Flash forward a decade or so. This afternoon, while sorting through a box of childhood memorabilia, I found a stack of assorted notebooks about twelve inches thick. Toward the bottom was that old flowered journal, now faded with use and age; the stories within its pages beckoned me into a world of simpler times, a world in which life itself was exciting and new. It was at this moment, reminiscing over first victories, first failures, and first convictions, that I identified that fateful December entry as the beginning of my love affair with the written word.

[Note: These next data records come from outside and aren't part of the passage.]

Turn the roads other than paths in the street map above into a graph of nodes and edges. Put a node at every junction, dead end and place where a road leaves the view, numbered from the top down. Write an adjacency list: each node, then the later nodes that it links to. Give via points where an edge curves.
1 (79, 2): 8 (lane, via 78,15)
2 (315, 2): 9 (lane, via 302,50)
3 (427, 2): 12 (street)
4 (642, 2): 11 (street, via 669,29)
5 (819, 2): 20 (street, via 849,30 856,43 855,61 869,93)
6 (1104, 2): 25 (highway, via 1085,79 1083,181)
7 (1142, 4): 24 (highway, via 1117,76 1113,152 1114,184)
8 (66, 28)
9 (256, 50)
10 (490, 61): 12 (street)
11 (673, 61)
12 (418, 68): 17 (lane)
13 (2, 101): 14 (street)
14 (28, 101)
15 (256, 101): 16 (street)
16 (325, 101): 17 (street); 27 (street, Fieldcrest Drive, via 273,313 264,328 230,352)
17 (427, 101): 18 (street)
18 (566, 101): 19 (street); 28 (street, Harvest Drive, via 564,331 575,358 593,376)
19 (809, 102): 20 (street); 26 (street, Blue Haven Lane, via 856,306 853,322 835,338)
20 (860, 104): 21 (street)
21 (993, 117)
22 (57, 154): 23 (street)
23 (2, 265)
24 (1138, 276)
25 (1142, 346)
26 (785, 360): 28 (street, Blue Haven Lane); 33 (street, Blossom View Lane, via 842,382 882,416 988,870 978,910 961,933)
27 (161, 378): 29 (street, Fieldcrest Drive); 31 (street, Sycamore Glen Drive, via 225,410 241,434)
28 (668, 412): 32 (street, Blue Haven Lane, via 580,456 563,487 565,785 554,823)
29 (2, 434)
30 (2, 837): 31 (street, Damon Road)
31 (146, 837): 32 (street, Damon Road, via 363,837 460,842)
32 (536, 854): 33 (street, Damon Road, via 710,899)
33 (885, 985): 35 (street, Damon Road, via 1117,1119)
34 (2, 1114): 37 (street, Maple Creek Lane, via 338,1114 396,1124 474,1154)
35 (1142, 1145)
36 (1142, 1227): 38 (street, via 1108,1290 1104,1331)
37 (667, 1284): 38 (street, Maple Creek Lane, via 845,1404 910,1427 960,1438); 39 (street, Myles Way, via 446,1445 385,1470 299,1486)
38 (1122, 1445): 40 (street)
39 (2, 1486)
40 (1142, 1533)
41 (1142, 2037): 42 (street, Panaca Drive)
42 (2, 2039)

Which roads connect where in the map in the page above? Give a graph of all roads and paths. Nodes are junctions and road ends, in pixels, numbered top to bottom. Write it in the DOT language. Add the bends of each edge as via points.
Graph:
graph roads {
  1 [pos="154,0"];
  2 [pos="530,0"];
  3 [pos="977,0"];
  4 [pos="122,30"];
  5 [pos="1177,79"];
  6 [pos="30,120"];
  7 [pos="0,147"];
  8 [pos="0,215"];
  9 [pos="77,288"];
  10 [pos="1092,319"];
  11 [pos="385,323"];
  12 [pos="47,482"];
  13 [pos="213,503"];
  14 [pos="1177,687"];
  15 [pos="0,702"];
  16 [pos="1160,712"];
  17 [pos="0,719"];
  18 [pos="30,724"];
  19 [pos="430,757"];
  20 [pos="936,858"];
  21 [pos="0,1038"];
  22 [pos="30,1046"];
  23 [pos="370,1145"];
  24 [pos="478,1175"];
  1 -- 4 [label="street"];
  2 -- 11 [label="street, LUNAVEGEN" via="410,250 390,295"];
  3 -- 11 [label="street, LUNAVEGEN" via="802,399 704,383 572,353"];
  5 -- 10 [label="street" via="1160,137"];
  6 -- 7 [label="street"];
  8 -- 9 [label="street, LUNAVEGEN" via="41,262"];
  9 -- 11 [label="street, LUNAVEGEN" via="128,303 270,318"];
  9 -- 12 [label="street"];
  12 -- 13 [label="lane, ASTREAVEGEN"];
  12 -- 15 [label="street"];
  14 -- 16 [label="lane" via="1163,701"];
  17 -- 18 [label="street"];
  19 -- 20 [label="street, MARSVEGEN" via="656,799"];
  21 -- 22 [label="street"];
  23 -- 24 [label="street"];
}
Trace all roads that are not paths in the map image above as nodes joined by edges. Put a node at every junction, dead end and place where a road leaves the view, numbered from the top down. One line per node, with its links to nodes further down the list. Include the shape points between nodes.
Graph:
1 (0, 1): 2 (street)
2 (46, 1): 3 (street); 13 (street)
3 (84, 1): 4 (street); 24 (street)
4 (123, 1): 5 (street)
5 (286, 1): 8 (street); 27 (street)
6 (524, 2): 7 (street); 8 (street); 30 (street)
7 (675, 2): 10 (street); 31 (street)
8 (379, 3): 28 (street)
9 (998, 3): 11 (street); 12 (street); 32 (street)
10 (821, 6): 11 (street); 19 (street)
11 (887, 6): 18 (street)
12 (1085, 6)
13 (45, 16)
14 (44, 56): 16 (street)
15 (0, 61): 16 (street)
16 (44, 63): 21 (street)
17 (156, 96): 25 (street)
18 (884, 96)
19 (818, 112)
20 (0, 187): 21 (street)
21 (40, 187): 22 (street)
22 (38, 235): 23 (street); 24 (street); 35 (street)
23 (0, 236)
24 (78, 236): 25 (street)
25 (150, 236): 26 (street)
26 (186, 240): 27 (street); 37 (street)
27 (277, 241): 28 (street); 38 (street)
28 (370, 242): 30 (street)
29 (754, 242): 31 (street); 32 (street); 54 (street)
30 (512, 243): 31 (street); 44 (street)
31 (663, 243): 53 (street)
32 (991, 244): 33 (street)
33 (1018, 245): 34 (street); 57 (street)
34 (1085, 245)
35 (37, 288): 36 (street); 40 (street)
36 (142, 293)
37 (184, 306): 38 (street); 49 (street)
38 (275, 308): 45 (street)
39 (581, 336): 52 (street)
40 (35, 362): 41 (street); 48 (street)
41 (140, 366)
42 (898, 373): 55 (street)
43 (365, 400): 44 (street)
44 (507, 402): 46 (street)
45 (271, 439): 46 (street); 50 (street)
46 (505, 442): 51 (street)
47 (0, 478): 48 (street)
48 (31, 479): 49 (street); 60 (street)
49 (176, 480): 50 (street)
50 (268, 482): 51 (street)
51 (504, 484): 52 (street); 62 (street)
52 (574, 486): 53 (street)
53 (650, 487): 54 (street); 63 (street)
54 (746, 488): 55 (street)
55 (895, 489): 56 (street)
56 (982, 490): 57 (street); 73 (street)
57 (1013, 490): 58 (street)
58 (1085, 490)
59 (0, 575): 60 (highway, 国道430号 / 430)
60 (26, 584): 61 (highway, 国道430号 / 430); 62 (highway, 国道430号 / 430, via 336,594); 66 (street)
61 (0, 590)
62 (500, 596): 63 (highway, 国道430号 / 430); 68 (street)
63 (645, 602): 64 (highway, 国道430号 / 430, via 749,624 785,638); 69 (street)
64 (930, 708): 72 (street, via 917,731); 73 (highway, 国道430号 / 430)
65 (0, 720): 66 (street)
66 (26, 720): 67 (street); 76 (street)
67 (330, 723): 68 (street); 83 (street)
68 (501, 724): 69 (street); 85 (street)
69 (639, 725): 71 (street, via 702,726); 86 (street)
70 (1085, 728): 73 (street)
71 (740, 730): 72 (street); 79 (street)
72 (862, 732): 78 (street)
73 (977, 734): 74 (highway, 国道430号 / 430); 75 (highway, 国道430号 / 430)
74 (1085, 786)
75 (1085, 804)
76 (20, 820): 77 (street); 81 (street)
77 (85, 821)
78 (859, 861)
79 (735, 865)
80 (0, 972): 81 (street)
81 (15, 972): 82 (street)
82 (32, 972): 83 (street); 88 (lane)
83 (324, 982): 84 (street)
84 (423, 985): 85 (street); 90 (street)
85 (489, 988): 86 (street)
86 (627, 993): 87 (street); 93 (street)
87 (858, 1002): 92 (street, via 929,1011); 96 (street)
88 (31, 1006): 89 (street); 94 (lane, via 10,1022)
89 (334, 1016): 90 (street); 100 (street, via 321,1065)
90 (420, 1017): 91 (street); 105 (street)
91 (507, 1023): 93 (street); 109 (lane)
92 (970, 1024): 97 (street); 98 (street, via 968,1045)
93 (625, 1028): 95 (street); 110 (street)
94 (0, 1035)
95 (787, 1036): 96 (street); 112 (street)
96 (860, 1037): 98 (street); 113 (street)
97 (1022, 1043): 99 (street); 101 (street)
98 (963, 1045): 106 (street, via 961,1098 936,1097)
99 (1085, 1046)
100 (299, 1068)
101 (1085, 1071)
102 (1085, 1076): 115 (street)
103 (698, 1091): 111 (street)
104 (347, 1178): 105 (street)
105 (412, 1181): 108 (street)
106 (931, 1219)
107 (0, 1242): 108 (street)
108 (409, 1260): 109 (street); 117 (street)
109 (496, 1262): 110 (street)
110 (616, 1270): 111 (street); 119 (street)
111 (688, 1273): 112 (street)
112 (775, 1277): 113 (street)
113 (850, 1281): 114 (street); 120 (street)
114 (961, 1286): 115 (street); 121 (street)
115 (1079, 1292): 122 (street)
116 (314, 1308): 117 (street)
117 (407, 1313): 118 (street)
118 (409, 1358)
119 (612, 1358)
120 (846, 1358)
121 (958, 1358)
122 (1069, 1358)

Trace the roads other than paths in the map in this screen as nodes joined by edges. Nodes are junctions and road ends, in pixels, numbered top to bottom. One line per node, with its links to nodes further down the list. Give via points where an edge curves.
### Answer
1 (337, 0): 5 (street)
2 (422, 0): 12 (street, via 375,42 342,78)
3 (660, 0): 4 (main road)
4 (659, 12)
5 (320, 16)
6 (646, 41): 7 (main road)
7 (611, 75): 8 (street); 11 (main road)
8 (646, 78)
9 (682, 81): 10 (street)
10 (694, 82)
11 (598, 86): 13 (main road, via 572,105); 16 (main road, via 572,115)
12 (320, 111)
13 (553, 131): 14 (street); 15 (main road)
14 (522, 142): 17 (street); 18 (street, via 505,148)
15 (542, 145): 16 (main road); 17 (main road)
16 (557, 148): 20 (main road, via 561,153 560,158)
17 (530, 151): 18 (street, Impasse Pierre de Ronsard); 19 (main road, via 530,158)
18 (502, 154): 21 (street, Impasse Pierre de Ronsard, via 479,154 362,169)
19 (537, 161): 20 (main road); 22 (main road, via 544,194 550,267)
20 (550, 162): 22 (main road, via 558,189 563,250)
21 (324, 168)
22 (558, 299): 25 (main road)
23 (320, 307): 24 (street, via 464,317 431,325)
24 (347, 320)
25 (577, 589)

Unsurprisingly, life has taken many twists and turns since those sacred years of fruit juice boxes and circle rugs: I have lost and gained family members. I have seen treasured friendships fall apart and new ones form. I have skipped two grades of schooling, and I have dealt with both the positive and negative consequences that came as a result. I have sought counseling in my recurring battle against social anxiety and depression and learned that sometimes, beauty truly can come from ashes. This has been reflected in my writing, which has gained an ever-increasing awareness of the risks of living. My dad loves to remind me that the only thing certain in life is change; however, it is in the constants that I find my purpose, my passion, and ultimately myself.

As I have grown older—as I have experienced life in all of its glorious messiness—there has never been a time when I did not write. My favorite book is Little Women by Louisa May Alcott, and it has been since I first read it in fifth grade. Alcott and Jane Austen inspired me to write beautiful narratives that shed some light on the world’s darkness. When my pen first hit the page on that epoch-making New Year’s Eve, it elicited an immutable fascination with the power of language to express, define, and reveal. As the next bend in the road approaches, I know can keep going forth in eager anticipation: I have embarked on a lifelong journey of literary adventure, and nothing can separate me from that. It has long been woven into my very essence.